→ AIM OF THE TASK: Look for "John" in each line of the records, and copy the lines that have it.

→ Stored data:
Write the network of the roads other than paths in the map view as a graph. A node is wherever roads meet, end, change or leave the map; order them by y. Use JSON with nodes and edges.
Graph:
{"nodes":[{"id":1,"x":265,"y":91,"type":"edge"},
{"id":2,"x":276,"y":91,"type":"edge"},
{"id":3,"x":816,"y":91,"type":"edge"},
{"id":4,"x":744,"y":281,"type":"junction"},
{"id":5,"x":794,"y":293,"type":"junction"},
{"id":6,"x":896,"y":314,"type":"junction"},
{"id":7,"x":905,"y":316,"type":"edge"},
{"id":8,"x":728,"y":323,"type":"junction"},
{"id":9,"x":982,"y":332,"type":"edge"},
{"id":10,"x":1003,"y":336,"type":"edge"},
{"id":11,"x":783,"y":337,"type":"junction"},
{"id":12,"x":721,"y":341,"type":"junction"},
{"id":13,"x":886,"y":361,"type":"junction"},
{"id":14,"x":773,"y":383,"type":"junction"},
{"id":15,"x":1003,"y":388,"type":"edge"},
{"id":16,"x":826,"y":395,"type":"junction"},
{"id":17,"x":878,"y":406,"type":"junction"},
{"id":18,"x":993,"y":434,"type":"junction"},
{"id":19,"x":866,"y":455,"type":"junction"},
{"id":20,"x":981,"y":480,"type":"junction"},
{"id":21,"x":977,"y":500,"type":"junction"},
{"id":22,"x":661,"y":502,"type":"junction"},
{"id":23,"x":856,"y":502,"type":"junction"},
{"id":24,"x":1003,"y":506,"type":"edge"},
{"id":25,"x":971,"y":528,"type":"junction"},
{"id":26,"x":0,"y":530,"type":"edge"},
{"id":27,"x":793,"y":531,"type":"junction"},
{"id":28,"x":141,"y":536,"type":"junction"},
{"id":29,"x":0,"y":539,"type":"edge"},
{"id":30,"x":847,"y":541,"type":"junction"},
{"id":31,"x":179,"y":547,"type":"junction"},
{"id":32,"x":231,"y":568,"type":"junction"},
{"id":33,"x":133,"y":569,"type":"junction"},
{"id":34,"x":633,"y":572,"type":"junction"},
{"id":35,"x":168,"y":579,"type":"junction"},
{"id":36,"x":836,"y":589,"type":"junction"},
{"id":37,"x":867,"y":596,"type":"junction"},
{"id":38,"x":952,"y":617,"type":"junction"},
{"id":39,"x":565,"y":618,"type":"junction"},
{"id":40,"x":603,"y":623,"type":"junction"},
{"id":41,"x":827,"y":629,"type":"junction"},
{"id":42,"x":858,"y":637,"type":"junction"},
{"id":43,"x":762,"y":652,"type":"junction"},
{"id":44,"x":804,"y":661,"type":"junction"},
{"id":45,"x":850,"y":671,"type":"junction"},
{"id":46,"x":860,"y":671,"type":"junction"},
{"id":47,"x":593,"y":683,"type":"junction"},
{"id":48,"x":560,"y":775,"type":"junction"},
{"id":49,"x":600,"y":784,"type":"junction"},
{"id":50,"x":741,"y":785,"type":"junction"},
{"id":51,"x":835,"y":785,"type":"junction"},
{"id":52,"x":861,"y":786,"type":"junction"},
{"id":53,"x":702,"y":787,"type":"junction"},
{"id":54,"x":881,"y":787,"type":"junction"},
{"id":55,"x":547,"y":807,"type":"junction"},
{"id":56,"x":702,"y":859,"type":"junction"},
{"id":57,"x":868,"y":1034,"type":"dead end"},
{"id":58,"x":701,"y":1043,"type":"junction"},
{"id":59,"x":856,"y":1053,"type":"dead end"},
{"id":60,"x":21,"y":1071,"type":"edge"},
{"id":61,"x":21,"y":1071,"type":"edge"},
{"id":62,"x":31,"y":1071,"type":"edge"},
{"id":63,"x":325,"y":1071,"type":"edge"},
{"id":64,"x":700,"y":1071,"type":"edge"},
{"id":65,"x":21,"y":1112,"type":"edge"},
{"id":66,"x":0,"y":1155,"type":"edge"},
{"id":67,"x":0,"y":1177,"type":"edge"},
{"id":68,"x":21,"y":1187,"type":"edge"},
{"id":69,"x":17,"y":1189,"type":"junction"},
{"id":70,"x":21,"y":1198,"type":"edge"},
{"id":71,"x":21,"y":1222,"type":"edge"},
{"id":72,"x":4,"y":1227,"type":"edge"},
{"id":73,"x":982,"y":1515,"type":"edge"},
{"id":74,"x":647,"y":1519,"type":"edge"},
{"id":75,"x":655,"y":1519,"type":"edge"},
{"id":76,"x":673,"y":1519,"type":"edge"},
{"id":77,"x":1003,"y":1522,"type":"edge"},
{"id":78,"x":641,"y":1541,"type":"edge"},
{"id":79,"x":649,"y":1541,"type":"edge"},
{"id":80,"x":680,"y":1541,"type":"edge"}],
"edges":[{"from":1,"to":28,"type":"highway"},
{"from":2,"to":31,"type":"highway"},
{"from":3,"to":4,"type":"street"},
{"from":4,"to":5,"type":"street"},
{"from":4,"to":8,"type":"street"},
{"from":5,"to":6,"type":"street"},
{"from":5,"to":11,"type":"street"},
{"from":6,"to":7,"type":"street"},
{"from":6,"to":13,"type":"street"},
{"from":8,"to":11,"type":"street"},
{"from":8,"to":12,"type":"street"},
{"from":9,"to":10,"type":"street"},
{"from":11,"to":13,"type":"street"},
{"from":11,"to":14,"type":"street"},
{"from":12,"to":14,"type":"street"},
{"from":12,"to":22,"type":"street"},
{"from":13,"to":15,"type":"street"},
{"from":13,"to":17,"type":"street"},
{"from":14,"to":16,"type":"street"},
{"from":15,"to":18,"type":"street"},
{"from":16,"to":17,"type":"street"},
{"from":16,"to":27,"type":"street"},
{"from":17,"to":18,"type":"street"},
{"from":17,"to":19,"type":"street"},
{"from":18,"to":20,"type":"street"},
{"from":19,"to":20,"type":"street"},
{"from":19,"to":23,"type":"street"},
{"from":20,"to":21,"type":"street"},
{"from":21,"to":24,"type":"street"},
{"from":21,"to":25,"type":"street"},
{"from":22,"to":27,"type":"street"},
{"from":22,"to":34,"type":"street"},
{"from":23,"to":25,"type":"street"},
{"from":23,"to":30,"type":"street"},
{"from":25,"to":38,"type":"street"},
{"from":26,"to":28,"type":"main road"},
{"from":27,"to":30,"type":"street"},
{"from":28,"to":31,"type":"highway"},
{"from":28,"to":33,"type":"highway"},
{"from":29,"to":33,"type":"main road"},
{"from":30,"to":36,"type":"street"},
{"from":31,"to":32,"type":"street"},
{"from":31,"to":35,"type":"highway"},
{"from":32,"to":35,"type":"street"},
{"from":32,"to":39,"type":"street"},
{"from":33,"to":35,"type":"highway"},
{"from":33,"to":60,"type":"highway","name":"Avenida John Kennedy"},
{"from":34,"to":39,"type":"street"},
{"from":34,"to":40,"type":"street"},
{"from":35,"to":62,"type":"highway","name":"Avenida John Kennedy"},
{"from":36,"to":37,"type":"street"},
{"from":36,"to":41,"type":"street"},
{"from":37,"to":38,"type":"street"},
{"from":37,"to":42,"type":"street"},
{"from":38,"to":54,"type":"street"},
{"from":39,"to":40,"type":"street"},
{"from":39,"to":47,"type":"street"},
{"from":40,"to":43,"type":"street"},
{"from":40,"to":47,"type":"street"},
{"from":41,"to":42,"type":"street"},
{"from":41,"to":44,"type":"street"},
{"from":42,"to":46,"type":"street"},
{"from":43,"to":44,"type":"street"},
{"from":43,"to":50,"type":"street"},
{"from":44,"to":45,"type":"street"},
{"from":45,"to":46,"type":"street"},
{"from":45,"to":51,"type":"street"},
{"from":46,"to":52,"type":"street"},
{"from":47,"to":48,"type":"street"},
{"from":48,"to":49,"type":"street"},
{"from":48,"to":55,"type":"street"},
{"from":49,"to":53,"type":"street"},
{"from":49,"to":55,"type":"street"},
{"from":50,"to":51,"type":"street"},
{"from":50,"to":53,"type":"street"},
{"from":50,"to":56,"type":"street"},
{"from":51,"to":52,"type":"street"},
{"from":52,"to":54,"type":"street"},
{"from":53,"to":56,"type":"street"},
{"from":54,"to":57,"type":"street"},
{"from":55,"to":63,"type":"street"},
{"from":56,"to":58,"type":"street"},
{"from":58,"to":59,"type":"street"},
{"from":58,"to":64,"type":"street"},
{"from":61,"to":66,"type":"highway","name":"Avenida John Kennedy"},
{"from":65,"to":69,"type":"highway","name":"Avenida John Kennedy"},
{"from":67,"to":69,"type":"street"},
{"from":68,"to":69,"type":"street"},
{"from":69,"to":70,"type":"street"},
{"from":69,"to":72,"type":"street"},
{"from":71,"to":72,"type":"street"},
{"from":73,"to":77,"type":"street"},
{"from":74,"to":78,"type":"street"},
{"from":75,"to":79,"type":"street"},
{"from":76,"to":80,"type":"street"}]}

→ YOUR RESPONSE:
{"from":33,"to":60,"type":"highway","name":"Avenida John Kennedy"},
{"from":35,"to":62,"type":"highway","name":"Avenida John Kennedy"},
{"from":61,"to":66,"type":"highway","name":"Avenida John Kennedy"},
{"from":65,"to":69,"type":"highway","name":"Avenida John Kennedy"},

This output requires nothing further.